- _Your objective_:
Copy every line of the data that includes the string "hidden".

(Collected data entries)
■ ■ ■ ■
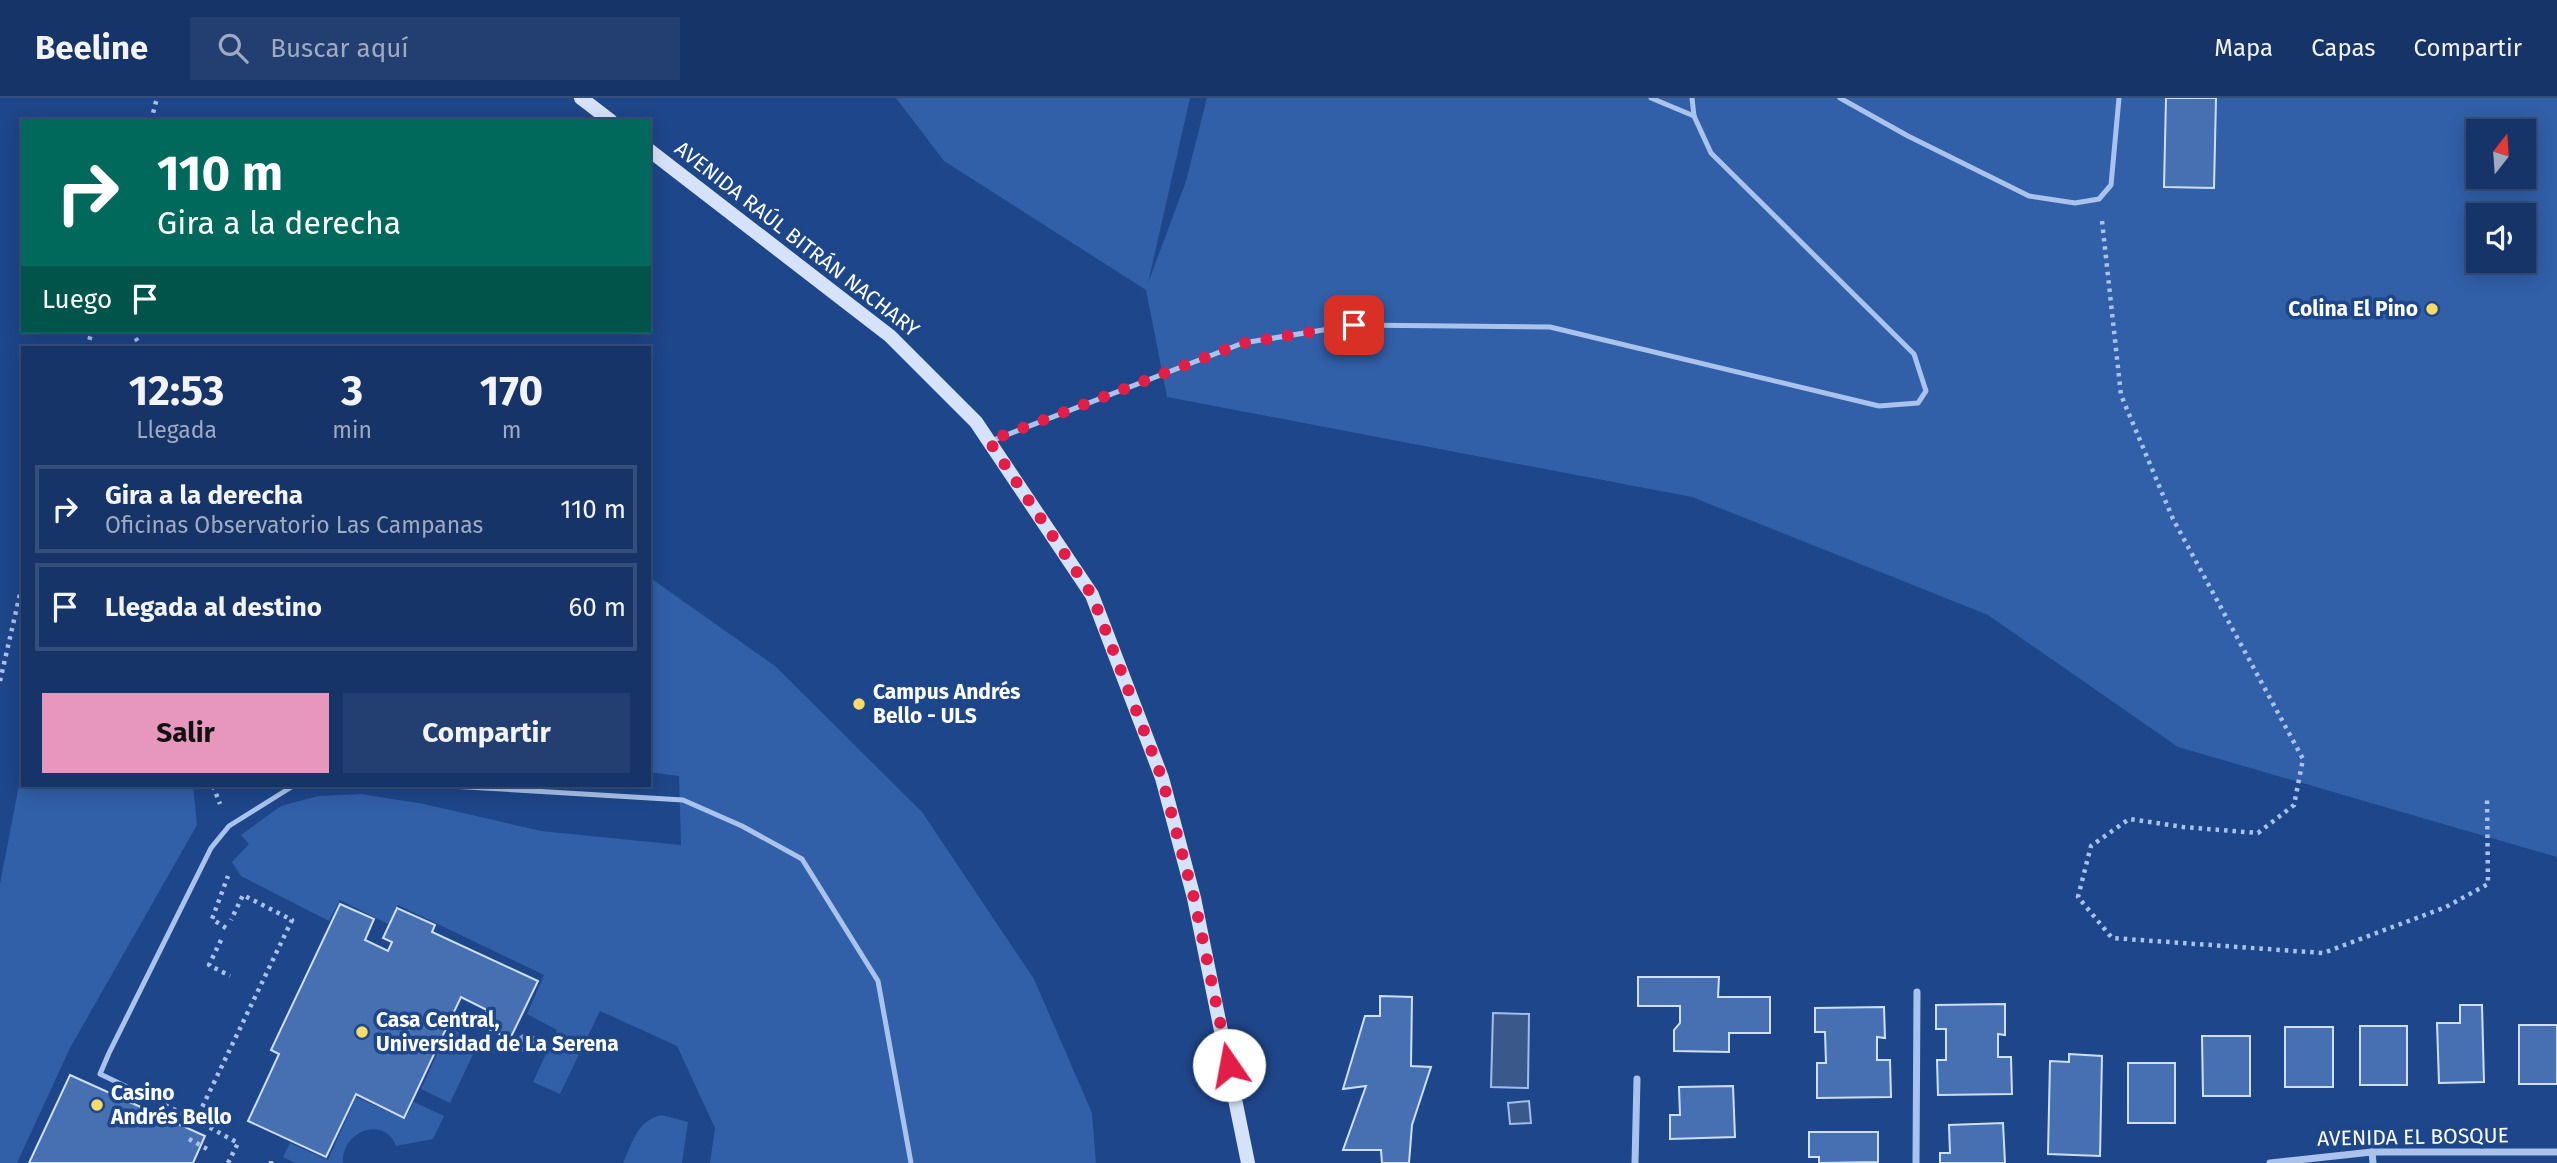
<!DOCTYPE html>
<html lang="es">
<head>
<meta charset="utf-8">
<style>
  body { margin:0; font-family:"Fira Sans",sans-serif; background:#233f71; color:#f1f3f6; height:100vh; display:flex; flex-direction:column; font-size:26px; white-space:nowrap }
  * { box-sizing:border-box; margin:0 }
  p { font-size:23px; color:#9eaac0 }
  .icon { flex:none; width:38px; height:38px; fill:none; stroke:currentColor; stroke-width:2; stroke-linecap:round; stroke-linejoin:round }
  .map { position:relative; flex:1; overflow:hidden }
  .panel { position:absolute; left:21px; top:248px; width:630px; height:441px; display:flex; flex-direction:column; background:#163468; border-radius:0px; box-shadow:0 4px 18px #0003,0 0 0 2px #354f7c }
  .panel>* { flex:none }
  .guide { position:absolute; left:21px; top:21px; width:630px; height:214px; border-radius:0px; box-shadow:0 4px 18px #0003,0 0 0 2px #354f7c; background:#00695c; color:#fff; overflow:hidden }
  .needle { width:46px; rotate:17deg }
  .tools { position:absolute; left:2466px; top:21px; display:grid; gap:14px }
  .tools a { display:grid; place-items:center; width:70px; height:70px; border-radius:0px; background:#163468; box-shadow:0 4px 18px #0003,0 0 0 2px #354f7c; font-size:35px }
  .pin { position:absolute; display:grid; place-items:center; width:60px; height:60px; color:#fff; margin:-30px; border-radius:14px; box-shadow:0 4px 10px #0006 }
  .me { position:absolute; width:77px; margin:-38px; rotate:348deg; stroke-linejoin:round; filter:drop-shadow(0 0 5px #0008) }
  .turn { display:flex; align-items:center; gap:24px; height:147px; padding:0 21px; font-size:32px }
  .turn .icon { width:91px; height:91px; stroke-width:2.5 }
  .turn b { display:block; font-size:49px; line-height:60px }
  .then { display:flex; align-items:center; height:66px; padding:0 21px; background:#0003; gap:14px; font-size:26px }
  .eta { display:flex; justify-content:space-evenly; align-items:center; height:119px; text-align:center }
  .eta b { font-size:42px; font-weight:700; line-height:49px }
  .button { display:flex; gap:14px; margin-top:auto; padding:14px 21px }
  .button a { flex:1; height:80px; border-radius:0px; background:#e797bd; color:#111; font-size:28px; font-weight:700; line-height:80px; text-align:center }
  .button a+a { background:#233f71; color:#f1f3f6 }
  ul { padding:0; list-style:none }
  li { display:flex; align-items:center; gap:21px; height:88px; margin:0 14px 10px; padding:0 7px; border:4px solid #354f7c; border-radius:0px }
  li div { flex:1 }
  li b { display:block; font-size:26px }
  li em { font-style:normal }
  header { display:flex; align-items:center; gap:42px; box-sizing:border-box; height:98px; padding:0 35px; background:#163468; border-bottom:2px solid #354f7c }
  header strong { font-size:33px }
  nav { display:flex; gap:38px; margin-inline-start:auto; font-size:24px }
  .search { width:490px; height:63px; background:#233f71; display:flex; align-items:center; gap:18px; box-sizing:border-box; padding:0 24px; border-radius:0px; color:#9eaac0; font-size:26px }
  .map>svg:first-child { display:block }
  .green { fill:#315fa8; fill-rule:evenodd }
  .water { fill:#3b588a; stroke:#9cbded; stroke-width:2 }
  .building { fill:#4670b2; stroke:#cedff9; stroke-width:2 }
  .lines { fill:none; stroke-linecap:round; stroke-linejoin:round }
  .path { stroke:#a9c3ec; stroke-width:4.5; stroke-dasharray:3.5 5; stroke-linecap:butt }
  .lane { stroke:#a9c3ec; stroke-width:5 }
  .street { stroke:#a9c3ec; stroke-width:7 }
  .secondary { stroke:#d5e2f9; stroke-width:14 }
  .tree { fill:#7f9ac7 }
  .route { stroke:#e11d48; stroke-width:12; stroke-dasharray:0 21.6 }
  .poi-dot { fill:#fbda68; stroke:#1e468a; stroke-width:2.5 }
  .labels { text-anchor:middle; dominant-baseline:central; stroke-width:7; stroke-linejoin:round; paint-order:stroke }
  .street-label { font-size:21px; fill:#fff; stroke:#1e468a }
  .poi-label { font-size:21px; font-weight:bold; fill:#fff; stroke:#1e468a; text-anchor:start }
</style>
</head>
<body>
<header>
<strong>Beeline</strong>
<div class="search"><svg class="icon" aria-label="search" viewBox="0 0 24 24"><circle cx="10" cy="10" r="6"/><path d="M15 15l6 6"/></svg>Buscar aquí</div>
<nav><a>Mapa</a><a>Capas</a><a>Compartir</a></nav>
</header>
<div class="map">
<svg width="2557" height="1065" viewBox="0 0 2557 1065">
  <rect width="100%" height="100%" fill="#1e468a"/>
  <g class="green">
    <path d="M 896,0 L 1190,0 L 1148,185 L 1186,83 L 1207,0 L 2557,0 L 2557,759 L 2178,649 L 1988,517 L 1692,399 L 1167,299 L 1146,192 L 944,63 ZM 2478,33 L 2524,33 L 2524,79 L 2478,79 ZM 2478,117 L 2524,117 L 2524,163 L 2478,163 Z"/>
    <polygon points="649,479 775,568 922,714 1034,881 1092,1015 1096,1065 710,1065 715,1030 677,948 600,913 560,996 533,984 557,932 527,916 544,877 398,807 388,826 340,802 329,823 241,778 232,764 249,746 241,737 281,708 318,698 361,696 424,706 541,733 681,747 679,678 649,674"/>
    <polygon points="23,666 23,688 193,688 197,727 70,950 17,1065 0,1065 0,786"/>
    <polygon points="449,930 479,944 450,1005 421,991"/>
    <path d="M 356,999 L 405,1021 L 414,1004 L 444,1018 L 433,1041 L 396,1048 C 385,1017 341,1033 343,1065 L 295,1065 L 283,1059 L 290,1045 L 328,1062 Z"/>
    <path d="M 662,1017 L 688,1024 L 682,1065 L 623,1065 C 633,1044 637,1022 662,1017 Z"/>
  </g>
  <g class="water">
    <polygon points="1493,915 1529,916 1528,990 1491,989"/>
    <polygon points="1529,1003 1531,1025 1510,1026 1508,1005"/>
  </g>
  <g class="building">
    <polygon points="2166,0 2216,0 2214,90 2164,89"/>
    <polygon points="340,806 374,821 365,842 388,853 392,844 383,840 397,810 435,827 432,834 538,883 510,941 480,927 487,912 461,899 404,1020 356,996 326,1059 248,1023 279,956 271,952"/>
    <polygon points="1638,879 1719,879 1718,899 1770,899 1770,935 1729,935 1729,954 1674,953 1674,932 1680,925 1680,908 1638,908"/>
    <polygon points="1380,898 1412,899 1411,968 1431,969 1412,1027 1409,1065 1382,1065 1381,1052 1343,1052 1366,988 1343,991 1365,918 1380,918"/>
    <polygon points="2005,906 2005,937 1998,936 1998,959 2011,959 2012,996 1938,997 1937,962 1946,962 1946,931 1936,931 1936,907"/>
    <polygon points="2460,907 2482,907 2484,984 2439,985 2437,925 2460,925"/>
    <polygon points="1884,909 1885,940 1877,939 1877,962 1890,962 1891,999 1817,1000 1817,965 1826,965 1825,934 1815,934 1815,910"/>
    <rect x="2519" y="927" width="38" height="59"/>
    <rect x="2360" y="928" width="47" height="59"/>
    <rect x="2285" y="929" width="48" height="60"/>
    <polygon points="2202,938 2250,938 2250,998 2203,998"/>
    <polygon points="2069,956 2102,958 2100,1058 2048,1056 2050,963 2069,964"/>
    <rect x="2128" y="965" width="47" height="60"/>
    <polygon points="70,977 205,1038 193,1065 29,1065"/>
    <polygon points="1733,988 1735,1039 1670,1041 1670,1017 1680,1017 1679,989"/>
    <polygon points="2003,1025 2005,1065 1940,1065 1940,1055 1950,1055 1949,1027"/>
    <polygon points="1809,1034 1878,1034 1878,1064 1819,1065 1819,1059 1809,1059"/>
  </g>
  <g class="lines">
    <g class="path">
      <polyline points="151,23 157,0"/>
      <polyline points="2102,123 2121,297 2173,421 2303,661 2294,707 2258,735 2183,729 2129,721 2091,748 2078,799 2112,840 2323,855 2446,809 2488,786 2487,700"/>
      <polyline points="131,233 142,250"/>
      <polyline points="87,250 92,233"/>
      <polyline points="0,583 23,483"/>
      <polyline points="213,688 220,706"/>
      <polyline points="226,830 212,821 228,778"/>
      <polyline points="221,842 209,867 230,878"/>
      <polyline points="165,1007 196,1022"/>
      <polyline points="189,1041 209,1052"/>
      <polyline points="228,1065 238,1045 196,1022 292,822 243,797 231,822"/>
      <polyline points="271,1065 271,1063"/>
    </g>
    <g class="lane">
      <polyline points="1651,0 1694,18"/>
      <polyline points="1840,0 1908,38 2029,98 2075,105 2099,101 2111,87 2119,0"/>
      <polyline points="991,343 1243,245 1354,227 1550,229 1879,308 1918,305 1926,293 1914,256 1711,55 1694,18 1692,0"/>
      <polyline points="450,688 683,702 742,728 802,761 878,883 911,1065"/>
      <polyline points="144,997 100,976 109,955 211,750 229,728 293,688"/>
    </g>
    <g class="street">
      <polyline points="2372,1054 2373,1065"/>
      <polyline points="1635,1065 1637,981"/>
      <polyline points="1916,1065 1917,894"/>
      <polyline points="2270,1065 2372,1054 2557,1054"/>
    </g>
    <g class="secondary">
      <polyline points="581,0 611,23"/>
      <polyline points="649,52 890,238 976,324 1092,497 1162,680 1194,800 1248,1065"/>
    </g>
  </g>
  <circle class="tree" cx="527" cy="945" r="10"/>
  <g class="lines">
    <polyline class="route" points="1229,967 1194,800 1162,680 1092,497 989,343 1243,245 1354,227"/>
  </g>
  <g class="poi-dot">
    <circle cx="2432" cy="211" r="7"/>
    <circle cx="859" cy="606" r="7"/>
    <circle cx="362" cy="934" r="7"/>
    <circle cx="97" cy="1007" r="7"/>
  </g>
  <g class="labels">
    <g class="street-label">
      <text transform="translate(797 141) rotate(38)">AVENIDA RAÚL BITRÁN NACHARY</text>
      <text transform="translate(2413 1039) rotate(-1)">AVENIDA EL BOSQUE</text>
    </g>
    <g class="poi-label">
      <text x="2418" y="211" text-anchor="end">Colina El Pino</text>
      <text x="873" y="594">Campus Andrés<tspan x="873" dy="24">Bello - ULS</tspan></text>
      <text x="376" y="922">Casa Central,<tspan x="376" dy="24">Universidad de La Serena</tspan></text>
      <text x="111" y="995">Casino<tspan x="111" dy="24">Andrés Bello</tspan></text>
    </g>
  </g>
</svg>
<div class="tools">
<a><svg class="needle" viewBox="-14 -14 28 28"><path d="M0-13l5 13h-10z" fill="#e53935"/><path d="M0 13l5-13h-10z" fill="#9eaac0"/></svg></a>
<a><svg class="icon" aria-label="sound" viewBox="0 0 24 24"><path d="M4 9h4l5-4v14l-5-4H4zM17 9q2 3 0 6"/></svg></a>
</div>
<div class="pin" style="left:1354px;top:227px;background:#d93025"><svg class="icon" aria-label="arrive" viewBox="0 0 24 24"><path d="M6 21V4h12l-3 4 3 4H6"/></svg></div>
<svg class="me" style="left:1229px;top:967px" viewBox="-20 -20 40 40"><circle r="19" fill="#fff"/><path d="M0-13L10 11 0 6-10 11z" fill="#e11d48"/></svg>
<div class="guide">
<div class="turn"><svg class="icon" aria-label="right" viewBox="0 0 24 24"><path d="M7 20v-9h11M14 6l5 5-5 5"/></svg><div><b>110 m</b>Gira a la derecha</div></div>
<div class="then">Luego<svg class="icon" aria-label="arrive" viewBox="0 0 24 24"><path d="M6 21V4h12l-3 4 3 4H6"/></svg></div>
</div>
<section class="panel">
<div class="eta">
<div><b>12:53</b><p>Llegada</p></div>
<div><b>3</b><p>min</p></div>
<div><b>170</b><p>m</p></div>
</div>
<ul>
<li><svg class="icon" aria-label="right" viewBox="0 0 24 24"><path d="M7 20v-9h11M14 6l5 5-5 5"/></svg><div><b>Gira a la derecha</b><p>Oficinas Observatorio Las Campanas</p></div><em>110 m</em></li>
<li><svg class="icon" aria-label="arrive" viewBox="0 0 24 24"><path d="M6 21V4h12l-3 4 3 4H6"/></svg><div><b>Llegada al destino</b></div><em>60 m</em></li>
</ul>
<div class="button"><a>Salir</a><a>Compartir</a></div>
</section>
</div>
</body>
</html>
■ ■ ■ ■
- _Response to this task_:
  .map { position:relative; flex:1; overflow:hidden }
  .guide { position:absolute; left:21px; top:21px; width:630px; height:214px; border-radius:0px; box-shadow:0 4px 18px #0003,0 0 0 2px #354f7c; background:#00695c; color:#fff; overflow:hidden }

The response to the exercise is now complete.